POSTED: 01:30 a.m. HST, Feb 21, 2014
The modest, run-down home at the center of "The Past" is filled with rooms that — much like the characters who are busily, sometimes leisurely passing through them — somehow feel cut off from one another. Set in a characterless Paris suburb that's as physically and psychically distant from the City of Light as the moon, the movie is both a family melodrama and a relationship story, which perhaps inevitably means it's about love and loyalty, secrets and lies, and how the past, never being dead, just hovers around waiting to smack us upside the head. All this also makes it something of a haunted house movie, except that its characters are plagued by ghosts of their own design.
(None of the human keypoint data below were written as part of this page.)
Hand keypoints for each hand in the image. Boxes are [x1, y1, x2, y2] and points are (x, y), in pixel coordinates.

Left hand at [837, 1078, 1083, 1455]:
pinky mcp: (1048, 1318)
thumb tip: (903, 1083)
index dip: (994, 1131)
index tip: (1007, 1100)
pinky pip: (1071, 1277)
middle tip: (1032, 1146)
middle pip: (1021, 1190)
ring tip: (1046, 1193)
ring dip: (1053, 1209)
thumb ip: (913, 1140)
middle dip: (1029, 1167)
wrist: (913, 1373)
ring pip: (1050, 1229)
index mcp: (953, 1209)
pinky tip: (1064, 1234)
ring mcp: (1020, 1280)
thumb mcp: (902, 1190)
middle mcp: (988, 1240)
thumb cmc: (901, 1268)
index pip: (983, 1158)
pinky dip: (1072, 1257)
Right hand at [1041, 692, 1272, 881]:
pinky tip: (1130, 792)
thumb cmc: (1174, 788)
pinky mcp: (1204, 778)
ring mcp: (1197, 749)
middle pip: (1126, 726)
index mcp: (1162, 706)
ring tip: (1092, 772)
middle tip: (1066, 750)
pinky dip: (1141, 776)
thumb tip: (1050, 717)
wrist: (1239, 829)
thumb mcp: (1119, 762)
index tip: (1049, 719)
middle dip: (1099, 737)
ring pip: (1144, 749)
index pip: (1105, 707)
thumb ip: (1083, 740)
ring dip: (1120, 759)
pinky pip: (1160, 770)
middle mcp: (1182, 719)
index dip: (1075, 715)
Iranian writer and director Asghar Farhadi has been down this path before, notably with his art-house favorite "A Separation." In that 2011 melodrama, the acrimony between an unhappily married husband and wife who, like shifting tectonic plates, create boundaries, cracks and fissures in their lives and those of everyone around them, including their emotionally rent daughter and an ailing relative. There are several more bad relationships in "The Past," which opens in a French airport with Marie (Bérénice Bejo) greeting her estranged husband, Ahmad (Ali Mosaffa), who's arrived from Iran. She's asked him to return so they can divorce. From both the warmth and the awkwardness of their darting embrace — their bodies no longer intuitively fit together — it's clear they're not done working things through.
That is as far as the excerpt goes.